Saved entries
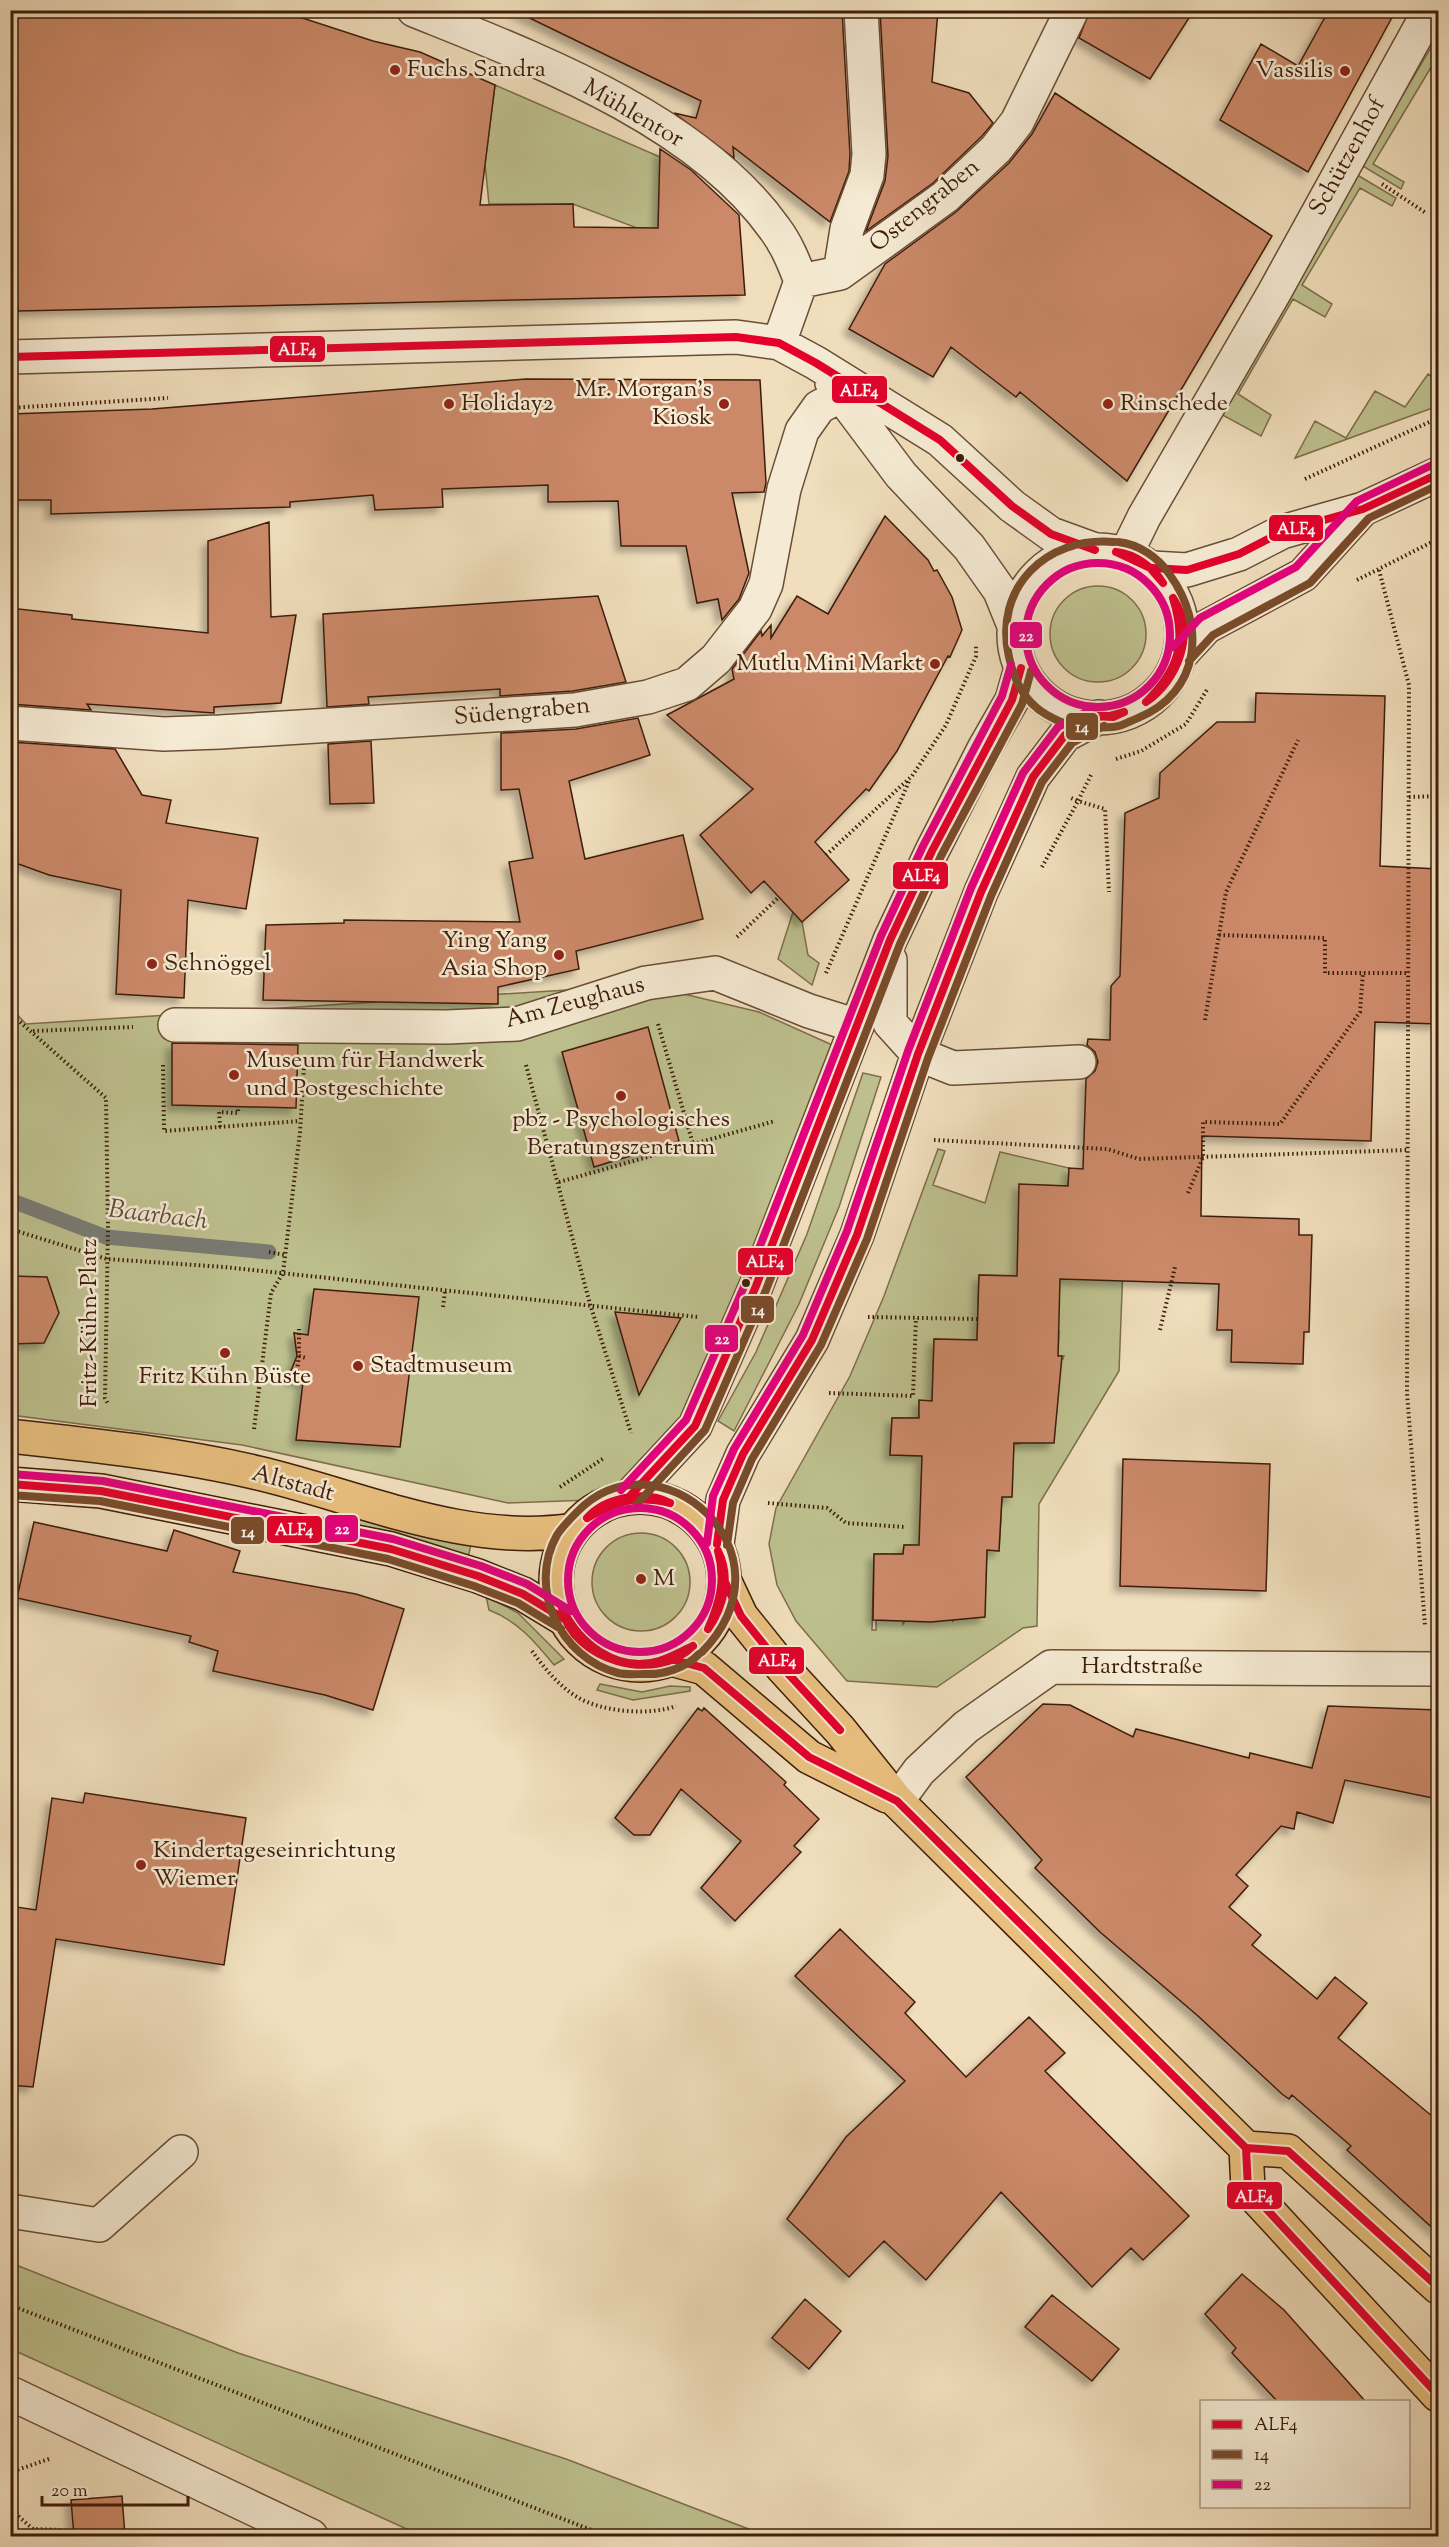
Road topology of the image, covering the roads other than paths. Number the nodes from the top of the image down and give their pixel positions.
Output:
1 (414, 10) edge
2 (861, 10) edge
3 (1072, 10) edge
4 (1430, 10) edge
5 (840, 273) junction
6 (801, 282) junction
7 (779, 343) junction
8 (10, 357) edge
9 (816, 363) junction
10 (845, 400) junction
11 (1438, 474) edge
12 (1363, 509) junction
13 (1124, 557) junction
14 (1015, 628) junction
15 (1181, 654) junction
16 (1021, 668) junction
17 (1099, 717) junction
18 (10, 723) edge
19 (890, 940) junction
20 (169, 1026) road end
21 (857, 1026) junction
22 (918, 1054) junction
23 (1079, 1062) dead end
24 (11, 1436) edge
25 (10, 1484) edge
26 (629, 1497) junction
27 (573, 1530) junction
28 (717, 1544) junction
29 (725, 1582) junction
30 (566, 1620) junction
31 (671, 1659) junction
32 (1433, 1669) edge
33 (897, 1801) junction
34 (1246, 2148) junction
35 (181, 2152) dead end
36 (10, 2211) edge
37 (1438, 2287) edge
38 (10, 2393) edge
39 (1438, 2395) edge
40 (262, 2525) edge
41 (311, 2536) edge

1 - 6 street, Mühlentor
2 - 5 street
3 - 5 street, Ostengraben
4 - 13 street, Schützenhof
5 - 6 street, Ostengraben
6 - 7 street
7 - 8 street
7 - 9 street
9 - 10 street
9 - 13 street
10 - 14 street
10 - 18 street, Südengraben
11 - 12 street
12 - 13 street
12 - 15 street
13 - 14 street
13 - 15 street
14 - 16 street
15 - 17 street
16 - 17 street
16 - 19 street
17 - 22 street
19 - 21 street
19 - 22 street
20 - 21 street, Am Zeughaus
21 - 26 street
22 - 23 street
22 - 28 street
24 - 27 main road, Altstadt
25 - 30 main road, Altstadt
26 - 27 main road
26 - 28 main road
27 - 30 main road
28 - 29 main road
29 - 31 main road
29 - 33 main road
30 - 31 main road
31 - 33 main road
32 - 33 street, Hardtstraße
33 - 34 main road
34 - 37 main road
34 - 39 main road
35 - 36 street
38 - 40 street
40 - 41 street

- EXERCISE REQUIREMENTS -
An exact copy of the entries above is needed, with the pictures removed.

- RESULT -
Road topology of the image, covering the roads other than paths. Number the nodes from the top of the image down and give their pixel positions.
Output:
1 (414, 10) edge
2 (861, 10) edge
3 (1072, 10) edge
4 (1430, 10) edge
5 (840, 273) junction
6 (801, 282) junction
7 (779, 343) junction
8 (10, 357) edge
9 (816, 363) junction
10 (845, 400) junction
11 (1438, 474) edge
12 (1363, 509) junction
13 (1124, 557) junction
14 (1015, 628) junction
15 (1181, 654) junction
16 (1021, 668) junction
17 (1099, 717) junction
18 (10, 723) edge
19 (890, 940) junction
20 (169, 1026) road end
21 (857, 1026) junction
22 (918, 1054) junction
23 (1079, 1062) dead end
24 (11, 1436) edge
25 (10, 1484) edge
26 (629, 1497) junction
27 (573, 1530) junction
28 (717, 1544) junction
29 (725, 1582) junction
30 (566, 1620) junction
31 (671, 1659) junction
32 (1433, 1669) edge
33 (897, 1801) junction
34 (1246, 2148) junction
35 (181, 2152) dead end
36 (10, 2211) edge
37 (1438, 2287) edge
38 (10, 2393) edge
39 (1438, 2395) edge
40 (262, 2525) edge
41 (311, 2536) edge

1 - 6 street, Mühlentor
2 - 5 street
3 - 5 street, Ostengraben
4 - 13 street, Schützenhof
5 - 6 street, Ostengraben
6 - 7 street
7 - 8 street
7 - 9 street
9 - 10 street
9 - 13 street
10 - 14 street
10 - 18 street, Südengraben
11 - 12 street
12 - 13 street
12 - 15 street
13 - 14 street
13 - 15 street
14 - 16 street
15 - 17 street
16 - 17 street
16 - 19 street
17 - 22 street
19 - 21 street
19 - 22 street
20 - 21 street, Am Zeughaus
21 - 26 street
22 - 23 street
22 - 28 street
24 - 27 main road, Altstadt
25 - 30 main road, Altstadt
26 - 27 main road
26 - 28 main road
27 - 30 main road
28 - 29 main road
29 - 31 main road
29 - 33 main road
30 - 31 main road
31 - 33 main road
32 - 33 street, Hardtstraße
33 - 34 main road
34 - 37 main road
34 - 39 main road
35 - 36 street
38 - 40 street
40 - 41 street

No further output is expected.